Varun acknowledges the game’s volatility, highlighting how every point is the difference between a win and a loss. Nevertheless, he appreciates the grit he developed as a result of the on-court challenges.

“For squash, mental [strength] is just a huge aspect of it because even one lapse of concentration can result in a lost game,” Varun said. “It’s really hard to come back if you’re down one-love or two-love. I just have to try to bring it back, which is always harder than starting strong in the first place.”

With matches lasting longer than an hour, he notes the connection between the physical and mental aspects of the game. He believes in the importance of keeping composure and patience during tense moments in order to tilt the score to his advantage.

“When I’m physically fatigued, it’s really important for my mind to be super clear,” Varun said. “I need to start thinking about things that I’ve worked on a lot in practice and bringing those to the court, so kind of simplifying the game, not going for anything crazy, keeping it basic and still trying to work those long rallies.”

He’s able to adjust his game depending on every opponent he plays and finds ways to win

— Shan Jolly, teammate and friend

Teammate and friend Shan Jolly, who also started playing in the U11 category, admires Varun’s strategic approach to the game. He especially appreciates Varun’s fluidity on the court and how he varies techniques to showcase his physical and mental prowess.

“He’s a really adaptable player,” Shan said. “He’s able to adjust his game depending on every opponent he plays and finds ways to win. It’s really important because no matter who his opponent is, he finds ways to overcome any style, any type [of player].”

Competing against players of different ages has helped Varun develop this skill, as well as form new perspectives within the sport. He finds that both his training and match-play experiences are key to maintaining and furthering his success in squash.
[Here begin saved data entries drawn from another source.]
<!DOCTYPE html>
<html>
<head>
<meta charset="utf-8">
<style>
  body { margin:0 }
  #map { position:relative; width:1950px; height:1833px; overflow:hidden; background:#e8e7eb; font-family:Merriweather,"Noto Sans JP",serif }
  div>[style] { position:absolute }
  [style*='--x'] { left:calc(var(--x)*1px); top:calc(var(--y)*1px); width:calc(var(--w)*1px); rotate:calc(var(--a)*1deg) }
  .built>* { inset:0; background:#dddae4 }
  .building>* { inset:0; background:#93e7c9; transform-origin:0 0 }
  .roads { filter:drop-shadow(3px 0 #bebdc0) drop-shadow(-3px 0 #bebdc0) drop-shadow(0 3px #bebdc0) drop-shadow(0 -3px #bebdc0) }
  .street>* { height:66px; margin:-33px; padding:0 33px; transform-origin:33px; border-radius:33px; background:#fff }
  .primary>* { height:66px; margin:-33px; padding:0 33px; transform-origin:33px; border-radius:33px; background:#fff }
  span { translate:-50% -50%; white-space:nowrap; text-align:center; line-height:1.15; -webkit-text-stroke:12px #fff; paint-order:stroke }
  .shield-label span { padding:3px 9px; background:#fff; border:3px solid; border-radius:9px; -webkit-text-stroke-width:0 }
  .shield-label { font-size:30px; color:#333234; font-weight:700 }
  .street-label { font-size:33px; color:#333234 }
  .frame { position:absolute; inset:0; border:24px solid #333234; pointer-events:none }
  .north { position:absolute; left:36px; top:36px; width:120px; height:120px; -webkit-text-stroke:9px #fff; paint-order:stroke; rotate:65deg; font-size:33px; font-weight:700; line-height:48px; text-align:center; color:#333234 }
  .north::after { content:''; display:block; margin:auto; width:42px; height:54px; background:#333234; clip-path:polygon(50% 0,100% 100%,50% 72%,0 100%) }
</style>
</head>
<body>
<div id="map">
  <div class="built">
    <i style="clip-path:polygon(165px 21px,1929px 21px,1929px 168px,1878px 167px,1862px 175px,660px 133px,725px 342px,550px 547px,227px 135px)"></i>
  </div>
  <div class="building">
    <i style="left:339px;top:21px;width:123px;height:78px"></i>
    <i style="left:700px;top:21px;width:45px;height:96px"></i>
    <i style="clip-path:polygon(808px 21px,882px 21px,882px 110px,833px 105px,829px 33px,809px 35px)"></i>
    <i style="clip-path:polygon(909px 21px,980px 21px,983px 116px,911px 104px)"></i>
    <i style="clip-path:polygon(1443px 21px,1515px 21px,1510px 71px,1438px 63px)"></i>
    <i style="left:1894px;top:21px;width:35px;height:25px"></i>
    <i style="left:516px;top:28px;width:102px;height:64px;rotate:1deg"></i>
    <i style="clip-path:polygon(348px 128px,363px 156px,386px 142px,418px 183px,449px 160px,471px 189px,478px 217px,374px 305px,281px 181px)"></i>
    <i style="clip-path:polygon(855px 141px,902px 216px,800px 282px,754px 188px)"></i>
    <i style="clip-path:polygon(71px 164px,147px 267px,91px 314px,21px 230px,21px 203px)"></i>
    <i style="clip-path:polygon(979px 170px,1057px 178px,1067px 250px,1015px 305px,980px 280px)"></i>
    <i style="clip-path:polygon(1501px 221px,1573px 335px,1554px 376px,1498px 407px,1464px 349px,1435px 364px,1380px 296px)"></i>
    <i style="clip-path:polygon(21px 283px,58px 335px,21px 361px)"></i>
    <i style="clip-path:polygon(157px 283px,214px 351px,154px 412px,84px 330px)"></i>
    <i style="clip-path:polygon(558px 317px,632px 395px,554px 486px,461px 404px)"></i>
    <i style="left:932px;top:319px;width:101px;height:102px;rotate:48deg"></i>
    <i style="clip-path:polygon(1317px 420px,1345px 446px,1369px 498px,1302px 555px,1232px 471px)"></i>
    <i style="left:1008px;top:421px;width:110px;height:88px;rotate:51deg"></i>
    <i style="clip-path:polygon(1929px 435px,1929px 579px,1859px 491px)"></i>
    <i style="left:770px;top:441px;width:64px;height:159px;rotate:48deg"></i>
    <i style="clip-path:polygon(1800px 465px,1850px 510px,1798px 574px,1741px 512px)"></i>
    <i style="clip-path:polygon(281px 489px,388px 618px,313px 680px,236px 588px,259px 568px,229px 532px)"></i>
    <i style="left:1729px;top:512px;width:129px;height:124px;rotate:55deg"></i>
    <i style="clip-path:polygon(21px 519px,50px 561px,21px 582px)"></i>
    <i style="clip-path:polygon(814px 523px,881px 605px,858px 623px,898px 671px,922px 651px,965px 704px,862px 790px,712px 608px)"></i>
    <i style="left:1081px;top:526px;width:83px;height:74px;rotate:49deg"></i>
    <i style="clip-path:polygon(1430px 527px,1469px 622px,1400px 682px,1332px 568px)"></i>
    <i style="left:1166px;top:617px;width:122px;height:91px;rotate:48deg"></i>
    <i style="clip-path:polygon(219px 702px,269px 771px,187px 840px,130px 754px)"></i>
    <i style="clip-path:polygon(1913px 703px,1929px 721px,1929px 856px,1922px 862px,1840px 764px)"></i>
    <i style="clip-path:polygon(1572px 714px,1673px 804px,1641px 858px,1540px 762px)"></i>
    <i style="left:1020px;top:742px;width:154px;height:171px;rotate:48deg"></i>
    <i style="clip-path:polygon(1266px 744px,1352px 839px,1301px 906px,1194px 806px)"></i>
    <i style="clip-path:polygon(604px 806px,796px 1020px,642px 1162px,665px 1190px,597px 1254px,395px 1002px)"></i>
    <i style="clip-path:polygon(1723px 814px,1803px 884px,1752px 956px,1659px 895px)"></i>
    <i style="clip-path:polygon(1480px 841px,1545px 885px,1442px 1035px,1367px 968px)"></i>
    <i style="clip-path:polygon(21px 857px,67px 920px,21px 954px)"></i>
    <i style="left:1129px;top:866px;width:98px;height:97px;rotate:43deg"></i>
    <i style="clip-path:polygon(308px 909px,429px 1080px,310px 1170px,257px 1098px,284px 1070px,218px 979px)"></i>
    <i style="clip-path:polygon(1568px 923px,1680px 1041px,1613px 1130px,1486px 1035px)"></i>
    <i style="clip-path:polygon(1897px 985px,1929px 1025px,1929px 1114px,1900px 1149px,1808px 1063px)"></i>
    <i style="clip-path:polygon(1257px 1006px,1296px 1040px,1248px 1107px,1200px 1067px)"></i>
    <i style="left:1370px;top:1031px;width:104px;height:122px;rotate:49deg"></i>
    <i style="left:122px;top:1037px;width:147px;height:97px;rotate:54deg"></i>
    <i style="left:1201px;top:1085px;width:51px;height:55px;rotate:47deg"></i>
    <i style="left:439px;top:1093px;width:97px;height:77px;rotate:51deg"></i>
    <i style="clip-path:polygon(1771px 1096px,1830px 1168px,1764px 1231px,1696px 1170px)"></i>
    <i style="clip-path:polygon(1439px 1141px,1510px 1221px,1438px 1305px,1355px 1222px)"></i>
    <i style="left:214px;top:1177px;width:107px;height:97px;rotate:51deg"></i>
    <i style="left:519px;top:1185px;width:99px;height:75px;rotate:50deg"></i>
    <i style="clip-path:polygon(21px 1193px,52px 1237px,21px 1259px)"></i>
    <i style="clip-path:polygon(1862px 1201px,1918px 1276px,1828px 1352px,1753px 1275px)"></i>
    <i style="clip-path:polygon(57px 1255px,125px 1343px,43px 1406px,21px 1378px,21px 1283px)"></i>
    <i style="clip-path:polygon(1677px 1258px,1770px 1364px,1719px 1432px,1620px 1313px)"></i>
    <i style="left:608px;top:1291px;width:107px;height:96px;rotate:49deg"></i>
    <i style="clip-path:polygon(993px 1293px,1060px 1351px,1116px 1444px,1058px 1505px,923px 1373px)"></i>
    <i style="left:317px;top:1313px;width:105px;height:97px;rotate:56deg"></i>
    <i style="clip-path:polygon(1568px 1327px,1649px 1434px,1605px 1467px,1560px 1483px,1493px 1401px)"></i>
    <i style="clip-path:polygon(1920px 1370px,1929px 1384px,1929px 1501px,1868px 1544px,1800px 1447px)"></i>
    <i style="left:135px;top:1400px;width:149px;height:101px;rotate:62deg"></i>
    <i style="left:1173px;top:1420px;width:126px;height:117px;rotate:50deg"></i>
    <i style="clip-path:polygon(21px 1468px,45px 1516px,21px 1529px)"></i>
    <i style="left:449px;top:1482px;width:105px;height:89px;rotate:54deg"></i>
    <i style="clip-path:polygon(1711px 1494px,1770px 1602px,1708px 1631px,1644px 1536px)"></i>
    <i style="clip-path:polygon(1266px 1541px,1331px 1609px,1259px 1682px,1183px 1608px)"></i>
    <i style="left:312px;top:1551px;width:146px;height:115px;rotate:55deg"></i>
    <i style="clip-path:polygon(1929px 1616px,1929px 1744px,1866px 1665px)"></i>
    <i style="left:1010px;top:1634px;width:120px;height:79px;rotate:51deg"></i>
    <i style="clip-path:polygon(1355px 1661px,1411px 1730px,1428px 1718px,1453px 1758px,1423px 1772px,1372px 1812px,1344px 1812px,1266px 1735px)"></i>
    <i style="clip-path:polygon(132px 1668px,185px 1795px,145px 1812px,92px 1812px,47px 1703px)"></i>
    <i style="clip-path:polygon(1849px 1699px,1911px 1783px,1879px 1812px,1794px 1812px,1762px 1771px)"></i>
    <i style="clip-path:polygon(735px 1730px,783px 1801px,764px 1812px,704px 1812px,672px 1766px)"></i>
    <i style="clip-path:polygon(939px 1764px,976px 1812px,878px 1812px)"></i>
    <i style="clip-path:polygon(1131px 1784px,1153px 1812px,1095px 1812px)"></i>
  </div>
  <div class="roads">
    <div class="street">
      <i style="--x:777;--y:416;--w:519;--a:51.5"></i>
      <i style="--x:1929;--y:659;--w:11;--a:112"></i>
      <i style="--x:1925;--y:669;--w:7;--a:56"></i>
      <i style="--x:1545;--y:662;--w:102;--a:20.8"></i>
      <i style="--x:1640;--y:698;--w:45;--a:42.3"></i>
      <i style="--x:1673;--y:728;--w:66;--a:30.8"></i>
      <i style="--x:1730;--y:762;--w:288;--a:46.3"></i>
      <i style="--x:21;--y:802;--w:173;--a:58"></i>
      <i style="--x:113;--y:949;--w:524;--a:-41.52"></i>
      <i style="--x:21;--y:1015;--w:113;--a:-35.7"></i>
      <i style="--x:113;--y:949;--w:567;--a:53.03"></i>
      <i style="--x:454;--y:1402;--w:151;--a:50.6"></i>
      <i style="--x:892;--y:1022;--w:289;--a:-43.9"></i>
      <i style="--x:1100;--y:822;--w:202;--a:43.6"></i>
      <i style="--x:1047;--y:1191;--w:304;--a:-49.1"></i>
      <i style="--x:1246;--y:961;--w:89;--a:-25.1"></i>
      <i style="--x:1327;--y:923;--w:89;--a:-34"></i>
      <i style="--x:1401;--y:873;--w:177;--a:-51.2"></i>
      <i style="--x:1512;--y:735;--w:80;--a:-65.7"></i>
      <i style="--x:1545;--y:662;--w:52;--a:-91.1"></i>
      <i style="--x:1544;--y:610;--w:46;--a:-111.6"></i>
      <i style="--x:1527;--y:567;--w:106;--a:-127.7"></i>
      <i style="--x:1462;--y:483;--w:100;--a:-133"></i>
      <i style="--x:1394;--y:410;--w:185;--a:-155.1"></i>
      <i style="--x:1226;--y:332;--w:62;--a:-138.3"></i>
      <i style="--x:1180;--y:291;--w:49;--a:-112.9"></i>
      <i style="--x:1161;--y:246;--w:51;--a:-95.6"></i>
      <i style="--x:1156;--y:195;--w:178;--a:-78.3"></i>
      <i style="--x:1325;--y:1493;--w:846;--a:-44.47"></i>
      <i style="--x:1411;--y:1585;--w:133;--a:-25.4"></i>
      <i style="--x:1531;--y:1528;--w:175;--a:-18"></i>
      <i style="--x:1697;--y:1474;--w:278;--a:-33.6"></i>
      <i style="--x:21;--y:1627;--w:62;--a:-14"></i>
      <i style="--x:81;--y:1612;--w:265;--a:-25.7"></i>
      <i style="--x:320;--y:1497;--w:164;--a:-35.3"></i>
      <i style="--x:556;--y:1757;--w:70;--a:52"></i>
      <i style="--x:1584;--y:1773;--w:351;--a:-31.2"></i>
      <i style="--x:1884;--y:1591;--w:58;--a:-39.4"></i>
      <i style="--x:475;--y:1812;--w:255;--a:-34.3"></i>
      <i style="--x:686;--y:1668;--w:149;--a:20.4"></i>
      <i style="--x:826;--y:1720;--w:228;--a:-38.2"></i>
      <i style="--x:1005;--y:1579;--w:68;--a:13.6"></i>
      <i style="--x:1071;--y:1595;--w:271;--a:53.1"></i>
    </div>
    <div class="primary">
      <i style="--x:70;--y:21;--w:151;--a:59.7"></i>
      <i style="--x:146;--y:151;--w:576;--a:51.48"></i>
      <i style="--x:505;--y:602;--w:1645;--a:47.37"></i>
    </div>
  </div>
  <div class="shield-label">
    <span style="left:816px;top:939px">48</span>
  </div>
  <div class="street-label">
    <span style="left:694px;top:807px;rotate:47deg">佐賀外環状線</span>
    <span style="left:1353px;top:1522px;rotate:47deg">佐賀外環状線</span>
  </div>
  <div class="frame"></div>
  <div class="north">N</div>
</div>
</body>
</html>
“I have to rely on my fitness and my game,” Varun said. “I’ve been playing players older than me, [and] I’ve been playing players who are younger than me, so I have a good amount of experience in terms of match play. It’s just about bringing that to tournaments and getting that all on the court.”

You can never be too far behind to still come back and win

— Varun Fuloria (12)

Although losses can lead to disappointment, Varun values finding the positives, regardless of the score or result. Through years of training and competing, he has developed the determination to make comebacks in times of setbacks.

“You can never be too far behind to still come back and win,” Varun said. “That’s something that I’ve tried to say to myself and tried to keep in my mind. When things aren’t going as well as they should be, trying to keep that in mind and keep going has definitely helped me throughout my high school career.”